(Dataset entries)
Segment Open

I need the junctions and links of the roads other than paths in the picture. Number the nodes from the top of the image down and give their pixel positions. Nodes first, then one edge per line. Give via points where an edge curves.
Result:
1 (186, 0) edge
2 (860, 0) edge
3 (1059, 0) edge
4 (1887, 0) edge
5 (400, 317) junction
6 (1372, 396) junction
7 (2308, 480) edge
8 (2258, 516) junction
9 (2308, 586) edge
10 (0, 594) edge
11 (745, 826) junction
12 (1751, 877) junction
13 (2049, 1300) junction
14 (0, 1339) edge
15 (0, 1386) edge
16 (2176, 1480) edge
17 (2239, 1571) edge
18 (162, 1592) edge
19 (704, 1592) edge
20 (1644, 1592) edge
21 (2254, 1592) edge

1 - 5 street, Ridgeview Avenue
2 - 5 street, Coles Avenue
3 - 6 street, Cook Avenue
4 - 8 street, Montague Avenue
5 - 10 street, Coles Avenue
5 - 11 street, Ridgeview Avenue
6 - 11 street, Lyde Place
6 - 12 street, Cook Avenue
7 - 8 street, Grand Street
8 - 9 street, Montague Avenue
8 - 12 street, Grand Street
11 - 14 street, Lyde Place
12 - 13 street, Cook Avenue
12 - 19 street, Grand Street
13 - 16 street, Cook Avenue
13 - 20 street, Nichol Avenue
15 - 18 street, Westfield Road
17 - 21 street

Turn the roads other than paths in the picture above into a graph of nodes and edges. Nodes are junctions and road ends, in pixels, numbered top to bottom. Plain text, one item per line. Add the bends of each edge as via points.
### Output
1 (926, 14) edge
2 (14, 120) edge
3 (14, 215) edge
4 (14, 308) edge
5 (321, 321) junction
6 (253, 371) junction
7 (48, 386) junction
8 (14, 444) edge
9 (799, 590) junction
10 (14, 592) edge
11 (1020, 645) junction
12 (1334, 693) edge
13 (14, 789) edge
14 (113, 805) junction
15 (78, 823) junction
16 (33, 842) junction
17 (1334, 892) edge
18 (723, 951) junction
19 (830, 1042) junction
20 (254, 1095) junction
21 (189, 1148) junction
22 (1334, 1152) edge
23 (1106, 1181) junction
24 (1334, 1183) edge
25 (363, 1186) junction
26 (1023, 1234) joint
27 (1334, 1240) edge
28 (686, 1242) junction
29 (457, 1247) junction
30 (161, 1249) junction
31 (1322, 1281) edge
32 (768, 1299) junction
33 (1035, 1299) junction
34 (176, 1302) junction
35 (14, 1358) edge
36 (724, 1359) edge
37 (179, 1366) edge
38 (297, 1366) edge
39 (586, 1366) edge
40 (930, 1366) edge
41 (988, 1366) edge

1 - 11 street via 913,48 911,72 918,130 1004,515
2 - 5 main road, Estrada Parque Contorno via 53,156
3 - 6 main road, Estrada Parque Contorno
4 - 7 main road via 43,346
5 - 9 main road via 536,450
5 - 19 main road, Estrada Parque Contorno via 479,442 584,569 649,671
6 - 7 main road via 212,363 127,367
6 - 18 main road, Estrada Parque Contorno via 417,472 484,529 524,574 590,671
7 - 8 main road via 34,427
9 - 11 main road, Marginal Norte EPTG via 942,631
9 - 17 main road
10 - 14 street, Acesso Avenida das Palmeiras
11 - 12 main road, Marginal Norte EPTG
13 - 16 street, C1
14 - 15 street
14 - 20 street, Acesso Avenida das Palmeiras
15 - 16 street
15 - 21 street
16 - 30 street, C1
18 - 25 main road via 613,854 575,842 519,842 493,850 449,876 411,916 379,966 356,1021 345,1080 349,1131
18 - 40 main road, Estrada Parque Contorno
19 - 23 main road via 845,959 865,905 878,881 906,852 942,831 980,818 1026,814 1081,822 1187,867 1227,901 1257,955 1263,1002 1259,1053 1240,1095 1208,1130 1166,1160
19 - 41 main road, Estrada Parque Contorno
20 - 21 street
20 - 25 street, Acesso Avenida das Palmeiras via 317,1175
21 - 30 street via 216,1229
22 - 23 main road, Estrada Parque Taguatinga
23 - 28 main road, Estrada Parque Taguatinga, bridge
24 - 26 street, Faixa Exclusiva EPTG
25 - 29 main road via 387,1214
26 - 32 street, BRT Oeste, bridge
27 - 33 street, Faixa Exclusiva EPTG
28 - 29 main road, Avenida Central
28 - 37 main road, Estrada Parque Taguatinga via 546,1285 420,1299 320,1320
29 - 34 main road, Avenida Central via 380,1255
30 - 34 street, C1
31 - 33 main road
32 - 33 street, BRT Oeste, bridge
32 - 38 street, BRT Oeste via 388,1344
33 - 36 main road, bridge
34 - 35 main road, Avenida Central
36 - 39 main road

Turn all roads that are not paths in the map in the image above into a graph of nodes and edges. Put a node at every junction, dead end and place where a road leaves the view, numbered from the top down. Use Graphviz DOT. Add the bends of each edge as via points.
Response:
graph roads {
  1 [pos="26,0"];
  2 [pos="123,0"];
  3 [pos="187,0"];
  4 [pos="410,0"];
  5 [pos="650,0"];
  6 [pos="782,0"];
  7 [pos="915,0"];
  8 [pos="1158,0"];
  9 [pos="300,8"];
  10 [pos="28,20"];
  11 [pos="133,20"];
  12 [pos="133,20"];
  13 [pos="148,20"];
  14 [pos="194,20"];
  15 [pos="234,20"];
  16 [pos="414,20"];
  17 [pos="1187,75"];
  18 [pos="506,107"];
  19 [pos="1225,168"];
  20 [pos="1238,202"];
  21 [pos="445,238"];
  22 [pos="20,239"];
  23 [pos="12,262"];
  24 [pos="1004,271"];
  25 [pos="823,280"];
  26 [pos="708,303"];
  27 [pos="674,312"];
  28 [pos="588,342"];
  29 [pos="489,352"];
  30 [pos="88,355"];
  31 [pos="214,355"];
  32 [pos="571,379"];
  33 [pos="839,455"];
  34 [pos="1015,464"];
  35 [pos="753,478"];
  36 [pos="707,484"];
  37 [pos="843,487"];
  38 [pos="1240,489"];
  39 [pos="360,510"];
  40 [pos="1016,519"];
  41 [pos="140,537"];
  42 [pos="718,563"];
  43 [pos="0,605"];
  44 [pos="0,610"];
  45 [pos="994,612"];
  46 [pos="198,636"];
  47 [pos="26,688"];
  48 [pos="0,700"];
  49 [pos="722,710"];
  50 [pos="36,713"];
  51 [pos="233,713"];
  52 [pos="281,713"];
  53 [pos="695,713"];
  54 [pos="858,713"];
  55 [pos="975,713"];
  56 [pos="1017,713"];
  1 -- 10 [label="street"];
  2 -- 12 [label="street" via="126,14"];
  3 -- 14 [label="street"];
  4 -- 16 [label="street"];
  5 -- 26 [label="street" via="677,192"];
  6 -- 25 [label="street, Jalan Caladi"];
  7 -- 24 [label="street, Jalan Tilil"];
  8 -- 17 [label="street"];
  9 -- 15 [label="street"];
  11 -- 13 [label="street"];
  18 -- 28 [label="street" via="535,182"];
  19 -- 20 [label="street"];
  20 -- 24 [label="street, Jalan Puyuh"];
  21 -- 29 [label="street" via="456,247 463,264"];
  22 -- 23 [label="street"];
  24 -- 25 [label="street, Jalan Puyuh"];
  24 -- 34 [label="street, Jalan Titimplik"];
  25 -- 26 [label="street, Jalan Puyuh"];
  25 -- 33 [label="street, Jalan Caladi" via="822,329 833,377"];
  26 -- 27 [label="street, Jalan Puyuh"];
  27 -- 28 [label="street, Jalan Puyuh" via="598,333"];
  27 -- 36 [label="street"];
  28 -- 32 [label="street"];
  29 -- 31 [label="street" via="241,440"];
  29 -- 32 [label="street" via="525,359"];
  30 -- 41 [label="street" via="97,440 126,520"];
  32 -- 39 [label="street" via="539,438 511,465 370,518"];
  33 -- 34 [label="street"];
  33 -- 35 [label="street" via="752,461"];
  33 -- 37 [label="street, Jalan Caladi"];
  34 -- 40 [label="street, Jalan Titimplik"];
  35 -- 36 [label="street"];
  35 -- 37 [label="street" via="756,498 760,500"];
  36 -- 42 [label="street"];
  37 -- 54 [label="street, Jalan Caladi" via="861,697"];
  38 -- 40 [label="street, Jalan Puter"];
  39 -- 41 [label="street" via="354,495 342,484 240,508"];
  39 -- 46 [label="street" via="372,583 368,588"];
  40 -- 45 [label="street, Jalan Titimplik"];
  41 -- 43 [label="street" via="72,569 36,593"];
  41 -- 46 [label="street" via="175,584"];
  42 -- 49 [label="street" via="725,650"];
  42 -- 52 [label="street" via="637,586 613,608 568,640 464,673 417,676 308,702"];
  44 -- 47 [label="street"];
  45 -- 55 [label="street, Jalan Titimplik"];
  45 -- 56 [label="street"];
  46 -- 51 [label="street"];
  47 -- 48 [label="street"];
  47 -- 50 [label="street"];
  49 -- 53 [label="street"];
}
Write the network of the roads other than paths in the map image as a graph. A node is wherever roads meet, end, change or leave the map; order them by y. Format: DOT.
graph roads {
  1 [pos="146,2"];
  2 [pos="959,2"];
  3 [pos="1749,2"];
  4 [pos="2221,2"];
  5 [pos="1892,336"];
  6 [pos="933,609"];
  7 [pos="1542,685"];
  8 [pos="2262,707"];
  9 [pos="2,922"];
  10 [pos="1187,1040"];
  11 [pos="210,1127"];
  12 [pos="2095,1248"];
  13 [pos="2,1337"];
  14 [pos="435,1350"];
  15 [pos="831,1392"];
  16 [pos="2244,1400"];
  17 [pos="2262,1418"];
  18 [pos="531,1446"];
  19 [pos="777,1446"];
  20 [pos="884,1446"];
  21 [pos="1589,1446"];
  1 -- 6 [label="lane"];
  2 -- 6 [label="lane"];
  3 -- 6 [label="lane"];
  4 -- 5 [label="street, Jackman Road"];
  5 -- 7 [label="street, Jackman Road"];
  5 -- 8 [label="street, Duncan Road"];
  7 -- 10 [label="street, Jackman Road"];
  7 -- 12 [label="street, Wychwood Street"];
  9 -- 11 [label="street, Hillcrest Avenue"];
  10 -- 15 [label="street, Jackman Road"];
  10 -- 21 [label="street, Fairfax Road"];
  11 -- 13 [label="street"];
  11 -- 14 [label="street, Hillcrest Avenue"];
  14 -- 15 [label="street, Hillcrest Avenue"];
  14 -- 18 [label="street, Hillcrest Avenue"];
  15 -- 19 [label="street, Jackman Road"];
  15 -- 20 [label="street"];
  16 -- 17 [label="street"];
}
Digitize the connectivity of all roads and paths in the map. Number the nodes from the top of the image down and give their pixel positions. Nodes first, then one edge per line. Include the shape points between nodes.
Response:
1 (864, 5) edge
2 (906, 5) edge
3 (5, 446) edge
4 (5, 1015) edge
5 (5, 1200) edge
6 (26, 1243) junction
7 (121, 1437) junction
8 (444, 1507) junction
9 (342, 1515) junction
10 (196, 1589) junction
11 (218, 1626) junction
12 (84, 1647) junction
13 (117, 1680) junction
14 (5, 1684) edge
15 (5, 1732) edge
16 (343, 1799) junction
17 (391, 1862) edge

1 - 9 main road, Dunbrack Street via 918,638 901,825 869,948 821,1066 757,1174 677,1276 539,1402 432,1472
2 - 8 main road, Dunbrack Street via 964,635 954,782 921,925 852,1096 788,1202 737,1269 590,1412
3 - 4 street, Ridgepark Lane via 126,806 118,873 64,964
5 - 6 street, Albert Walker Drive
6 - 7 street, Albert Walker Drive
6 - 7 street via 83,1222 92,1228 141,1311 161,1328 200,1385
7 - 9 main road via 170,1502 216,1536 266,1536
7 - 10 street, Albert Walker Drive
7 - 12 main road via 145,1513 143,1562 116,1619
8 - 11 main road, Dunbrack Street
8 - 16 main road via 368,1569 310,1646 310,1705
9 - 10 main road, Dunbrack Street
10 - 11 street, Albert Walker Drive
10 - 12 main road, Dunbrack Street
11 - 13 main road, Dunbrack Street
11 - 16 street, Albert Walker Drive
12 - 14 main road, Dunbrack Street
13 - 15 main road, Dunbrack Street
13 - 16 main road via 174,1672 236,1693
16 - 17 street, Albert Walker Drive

Segment Closed

Activity | Locate the word "Norte" in the records and collect each line it appears in.

Completed task |
9 - 11 main road, Marginal Norte EPTG via 942,631
11 - 12 main road, Marginal Norte EPTG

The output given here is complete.